Blog October 27, 2022

BOO! Pardon Me, Have you seen my Head?

BOO! Pardon Me, Have you seen my Head?

The Headless Horseman is a mythical figure in English and American folklore since the Middle Ages. This entity is very similar to the headless reapers or demonic fairy known as Dullahan in Irish myth.

The most commonly known examples of the Headless Horseman is from the American tale “The Legend of Sleepy Hollow” by Washington Irving, and the English tale “Sir Gawain and the Green Knight.”

The 14th century poem Gawain and the Green Knight features a headless horseman who is the titular giant knight. After he is beheaded by Gawain, the Green Knight lifts his own head up with one hand and rides from the hall, challenging Gawain to meet him again one year later.

The most prominent Scots tale of the headless horseman concerns a man named Ewen decapitated in a clan battle at Glen Cainnir on the Isle of Mull. The battle denied him any chance to be a chieftain, and both he and his horse are headless in accounts of his haunting of the area.

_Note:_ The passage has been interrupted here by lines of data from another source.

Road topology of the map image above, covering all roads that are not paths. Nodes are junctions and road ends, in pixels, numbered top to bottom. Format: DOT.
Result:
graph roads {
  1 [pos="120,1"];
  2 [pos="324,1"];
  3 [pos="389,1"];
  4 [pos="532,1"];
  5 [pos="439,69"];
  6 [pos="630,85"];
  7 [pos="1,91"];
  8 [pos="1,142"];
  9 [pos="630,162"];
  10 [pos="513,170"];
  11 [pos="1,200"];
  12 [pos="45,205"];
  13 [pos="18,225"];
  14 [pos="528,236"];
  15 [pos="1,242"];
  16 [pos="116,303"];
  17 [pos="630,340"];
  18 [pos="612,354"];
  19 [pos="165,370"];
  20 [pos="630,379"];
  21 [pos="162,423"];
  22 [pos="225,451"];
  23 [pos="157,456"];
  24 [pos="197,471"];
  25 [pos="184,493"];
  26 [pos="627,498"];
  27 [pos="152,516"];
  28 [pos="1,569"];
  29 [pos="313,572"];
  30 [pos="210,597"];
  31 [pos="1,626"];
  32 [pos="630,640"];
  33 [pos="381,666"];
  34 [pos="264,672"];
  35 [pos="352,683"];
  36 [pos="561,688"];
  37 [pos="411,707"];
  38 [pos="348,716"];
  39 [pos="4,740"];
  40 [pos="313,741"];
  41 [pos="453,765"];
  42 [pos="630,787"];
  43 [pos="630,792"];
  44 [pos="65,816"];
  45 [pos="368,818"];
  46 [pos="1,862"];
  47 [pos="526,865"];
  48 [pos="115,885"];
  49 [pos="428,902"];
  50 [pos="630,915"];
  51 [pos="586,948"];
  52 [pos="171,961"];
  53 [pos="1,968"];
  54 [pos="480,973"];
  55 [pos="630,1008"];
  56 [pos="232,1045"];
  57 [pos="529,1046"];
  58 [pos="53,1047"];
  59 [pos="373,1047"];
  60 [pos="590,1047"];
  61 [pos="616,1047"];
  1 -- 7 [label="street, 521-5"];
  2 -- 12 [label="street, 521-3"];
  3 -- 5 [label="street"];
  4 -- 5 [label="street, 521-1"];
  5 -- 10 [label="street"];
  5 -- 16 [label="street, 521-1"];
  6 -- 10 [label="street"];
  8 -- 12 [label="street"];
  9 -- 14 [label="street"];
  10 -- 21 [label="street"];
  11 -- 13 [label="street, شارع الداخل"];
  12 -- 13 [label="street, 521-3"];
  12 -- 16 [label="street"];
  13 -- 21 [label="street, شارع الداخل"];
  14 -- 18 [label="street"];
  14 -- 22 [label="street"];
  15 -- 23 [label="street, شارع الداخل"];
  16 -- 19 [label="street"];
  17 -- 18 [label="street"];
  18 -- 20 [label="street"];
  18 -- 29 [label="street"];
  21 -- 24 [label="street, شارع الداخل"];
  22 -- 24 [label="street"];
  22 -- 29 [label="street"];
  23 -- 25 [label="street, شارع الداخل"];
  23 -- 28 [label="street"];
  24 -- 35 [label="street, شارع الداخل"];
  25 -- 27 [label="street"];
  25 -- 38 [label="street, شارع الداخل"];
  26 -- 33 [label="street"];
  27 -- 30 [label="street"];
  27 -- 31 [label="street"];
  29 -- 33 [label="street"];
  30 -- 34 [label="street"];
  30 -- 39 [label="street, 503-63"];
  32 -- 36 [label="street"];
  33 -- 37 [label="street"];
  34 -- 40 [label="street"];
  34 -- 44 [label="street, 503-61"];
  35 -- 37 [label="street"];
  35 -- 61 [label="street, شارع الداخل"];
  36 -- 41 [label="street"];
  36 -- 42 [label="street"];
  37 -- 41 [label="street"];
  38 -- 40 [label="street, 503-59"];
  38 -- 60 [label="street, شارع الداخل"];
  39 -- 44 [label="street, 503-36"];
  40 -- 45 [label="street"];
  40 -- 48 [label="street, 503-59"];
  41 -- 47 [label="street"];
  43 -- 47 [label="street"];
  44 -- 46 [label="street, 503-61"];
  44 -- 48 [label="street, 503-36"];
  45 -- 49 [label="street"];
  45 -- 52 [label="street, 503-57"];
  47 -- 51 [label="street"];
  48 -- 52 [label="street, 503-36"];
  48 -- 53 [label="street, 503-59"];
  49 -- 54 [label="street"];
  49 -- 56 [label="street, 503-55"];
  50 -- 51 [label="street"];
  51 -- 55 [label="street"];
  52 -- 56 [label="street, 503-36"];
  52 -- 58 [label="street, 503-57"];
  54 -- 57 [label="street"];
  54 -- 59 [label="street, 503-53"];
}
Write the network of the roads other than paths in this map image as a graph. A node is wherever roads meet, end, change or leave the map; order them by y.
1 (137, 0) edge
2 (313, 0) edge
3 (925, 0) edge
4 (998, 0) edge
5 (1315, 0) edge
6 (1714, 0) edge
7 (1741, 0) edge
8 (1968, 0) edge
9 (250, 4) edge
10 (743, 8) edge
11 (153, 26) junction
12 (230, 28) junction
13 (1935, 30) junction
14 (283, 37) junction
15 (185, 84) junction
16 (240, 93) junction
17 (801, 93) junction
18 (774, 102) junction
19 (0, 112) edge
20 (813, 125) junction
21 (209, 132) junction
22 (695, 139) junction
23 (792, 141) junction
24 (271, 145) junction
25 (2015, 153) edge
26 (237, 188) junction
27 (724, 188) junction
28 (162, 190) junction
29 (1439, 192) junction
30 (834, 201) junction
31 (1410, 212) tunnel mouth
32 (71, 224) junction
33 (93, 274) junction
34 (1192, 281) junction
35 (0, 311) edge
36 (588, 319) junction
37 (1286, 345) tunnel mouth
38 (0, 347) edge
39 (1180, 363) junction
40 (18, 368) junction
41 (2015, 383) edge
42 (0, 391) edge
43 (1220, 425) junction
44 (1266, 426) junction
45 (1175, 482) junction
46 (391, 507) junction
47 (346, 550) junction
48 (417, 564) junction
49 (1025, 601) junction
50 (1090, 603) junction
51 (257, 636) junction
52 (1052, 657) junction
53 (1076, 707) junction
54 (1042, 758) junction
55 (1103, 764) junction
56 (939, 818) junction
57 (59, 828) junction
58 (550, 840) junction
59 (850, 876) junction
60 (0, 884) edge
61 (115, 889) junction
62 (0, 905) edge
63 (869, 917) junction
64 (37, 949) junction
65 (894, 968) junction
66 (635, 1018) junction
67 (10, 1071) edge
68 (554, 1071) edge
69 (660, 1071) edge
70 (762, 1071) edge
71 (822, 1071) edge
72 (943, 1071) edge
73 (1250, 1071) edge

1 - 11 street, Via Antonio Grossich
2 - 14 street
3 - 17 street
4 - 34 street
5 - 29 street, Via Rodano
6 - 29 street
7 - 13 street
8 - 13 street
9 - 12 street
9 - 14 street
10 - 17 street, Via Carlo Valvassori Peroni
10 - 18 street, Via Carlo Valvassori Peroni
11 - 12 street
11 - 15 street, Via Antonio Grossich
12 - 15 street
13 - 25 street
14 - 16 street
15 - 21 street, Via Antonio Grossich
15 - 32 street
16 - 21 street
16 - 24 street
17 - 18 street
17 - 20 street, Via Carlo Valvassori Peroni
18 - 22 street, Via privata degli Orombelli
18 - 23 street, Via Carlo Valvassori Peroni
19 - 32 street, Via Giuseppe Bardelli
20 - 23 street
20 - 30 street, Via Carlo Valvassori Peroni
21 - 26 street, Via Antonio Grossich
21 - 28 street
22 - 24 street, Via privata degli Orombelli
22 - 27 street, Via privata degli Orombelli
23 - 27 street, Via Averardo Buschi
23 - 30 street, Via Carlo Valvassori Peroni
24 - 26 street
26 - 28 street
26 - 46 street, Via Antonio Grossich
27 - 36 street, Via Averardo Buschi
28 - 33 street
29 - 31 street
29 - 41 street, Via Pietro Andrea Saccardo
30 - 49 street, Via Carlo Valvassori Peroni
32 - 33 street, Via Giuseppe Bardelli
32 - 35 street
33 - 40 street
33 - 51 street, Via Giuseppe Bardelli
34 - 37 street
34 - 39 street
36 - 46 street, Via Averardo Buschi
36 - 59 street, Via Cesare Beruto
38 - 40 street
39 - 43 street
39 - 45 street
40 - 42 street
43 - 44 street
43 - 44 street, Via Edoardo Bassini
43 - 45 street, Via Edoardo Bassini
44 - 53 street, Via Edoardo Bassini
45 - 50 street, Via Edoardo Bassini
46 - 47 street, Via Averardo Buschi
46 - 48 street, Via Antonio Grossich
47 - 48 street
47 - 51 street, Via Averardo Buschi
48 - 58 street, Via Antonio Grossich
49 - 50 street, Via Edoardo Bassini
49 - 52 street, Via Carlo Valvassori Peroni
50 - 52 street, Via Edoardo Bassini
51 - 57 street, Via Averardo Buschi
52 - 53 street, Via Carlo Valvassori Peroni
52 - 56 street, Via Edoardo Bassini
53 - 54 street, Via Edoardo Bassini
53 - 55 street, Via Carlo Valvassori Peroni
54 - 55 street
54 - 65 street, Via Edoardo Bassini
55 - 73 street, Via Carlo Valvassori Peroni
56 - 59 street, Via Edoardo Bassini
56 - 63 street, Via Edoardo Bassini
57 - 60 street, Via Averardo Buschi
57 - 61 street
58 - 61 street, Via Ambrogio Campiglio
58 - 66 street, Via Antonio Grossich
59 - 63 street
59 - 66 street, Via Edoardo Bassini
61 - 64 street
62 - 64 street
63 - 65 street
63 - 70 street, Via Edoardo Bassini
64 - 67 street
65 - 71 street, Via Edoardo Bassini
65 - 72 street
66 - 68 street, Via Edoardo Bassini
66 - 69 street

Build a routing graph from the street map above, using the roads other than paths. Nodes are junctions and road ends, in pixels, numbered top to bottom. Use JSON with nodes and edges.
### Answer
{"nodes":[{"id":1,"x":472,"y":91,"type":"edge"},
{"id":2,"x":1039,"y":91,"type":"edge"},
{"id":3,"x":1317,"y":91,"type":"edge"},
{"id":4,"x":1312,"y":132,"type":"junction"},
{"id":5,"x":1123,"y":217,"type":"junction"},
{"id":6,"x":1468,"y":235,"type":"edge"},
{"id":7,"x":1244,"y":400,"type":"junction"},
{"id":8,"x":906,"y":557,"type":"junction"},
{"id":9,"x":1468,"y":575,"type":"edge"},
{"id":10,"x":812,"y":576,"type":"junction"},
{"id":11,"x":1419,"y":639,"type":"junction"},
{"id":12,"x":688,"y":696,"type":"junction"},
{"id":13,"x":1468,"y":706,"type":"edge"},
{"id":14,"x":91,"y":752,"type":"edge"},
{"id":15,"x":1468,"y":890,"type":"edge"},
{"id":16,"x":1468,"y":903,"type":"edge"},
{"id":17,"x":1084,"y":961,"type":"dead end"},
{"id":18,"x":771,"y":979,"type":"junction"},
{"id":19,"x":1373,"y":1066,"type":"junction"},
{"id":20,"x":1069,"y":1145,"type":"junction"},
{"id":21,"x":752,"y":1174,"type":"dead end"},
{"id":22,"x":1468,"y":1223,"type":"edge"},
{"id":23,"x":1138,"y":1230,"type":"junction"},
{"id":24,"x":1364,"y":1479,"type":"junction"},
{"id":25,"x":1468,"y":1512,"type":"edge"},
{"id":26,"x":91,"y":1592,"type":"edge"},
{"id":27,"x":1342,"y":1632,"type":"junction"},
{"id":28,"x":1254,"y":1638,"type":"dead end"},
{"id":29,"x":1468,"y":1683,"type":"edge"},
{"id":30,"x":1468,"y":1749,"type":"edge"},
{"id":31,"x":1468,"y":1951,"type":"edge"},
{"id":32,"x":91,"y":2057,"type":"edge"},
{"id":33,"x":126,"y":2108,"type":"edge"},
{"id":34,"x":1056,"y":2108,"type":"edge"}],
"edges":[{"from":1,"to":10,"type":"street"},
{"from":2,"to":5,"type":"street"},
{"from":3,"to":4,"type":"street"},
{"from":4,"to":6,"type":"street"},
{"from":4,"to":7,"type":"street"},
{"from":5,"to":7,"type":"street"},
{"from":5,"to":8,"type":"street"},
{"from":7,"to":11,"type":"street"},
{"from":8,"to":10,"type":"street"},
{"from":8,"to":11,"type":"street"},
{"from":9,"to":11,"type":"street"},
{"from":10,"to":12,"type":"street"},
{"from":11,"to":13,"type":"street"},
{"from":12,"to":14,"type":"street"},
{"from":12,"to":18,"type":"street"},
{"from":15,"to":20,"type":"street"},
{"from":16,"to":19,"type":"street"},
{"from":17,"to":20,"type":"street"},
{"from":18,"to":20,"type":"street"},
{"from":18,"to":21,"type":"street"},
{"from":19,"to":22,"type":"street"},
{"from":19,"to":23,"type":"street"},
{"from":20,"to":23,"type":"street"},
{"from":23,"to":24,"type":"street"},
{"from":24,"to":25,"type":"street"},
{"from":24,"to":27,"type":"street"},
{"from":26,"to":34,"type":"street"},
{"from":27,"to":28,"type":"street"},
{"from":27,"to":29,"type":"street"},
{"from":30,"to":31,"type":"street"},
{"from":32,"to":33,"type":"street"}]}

There is also The Headless Horseman by Mayne Reid, first published in monthly serialized form during 1865 and 1866 and was based off of his adventures in the US, which was later published as a book in 1866. Also known as “A Strange Tale of Texas”, Reid wrote of the local Texan folktale of their own headless horseman based on the author’s adventures in the United States.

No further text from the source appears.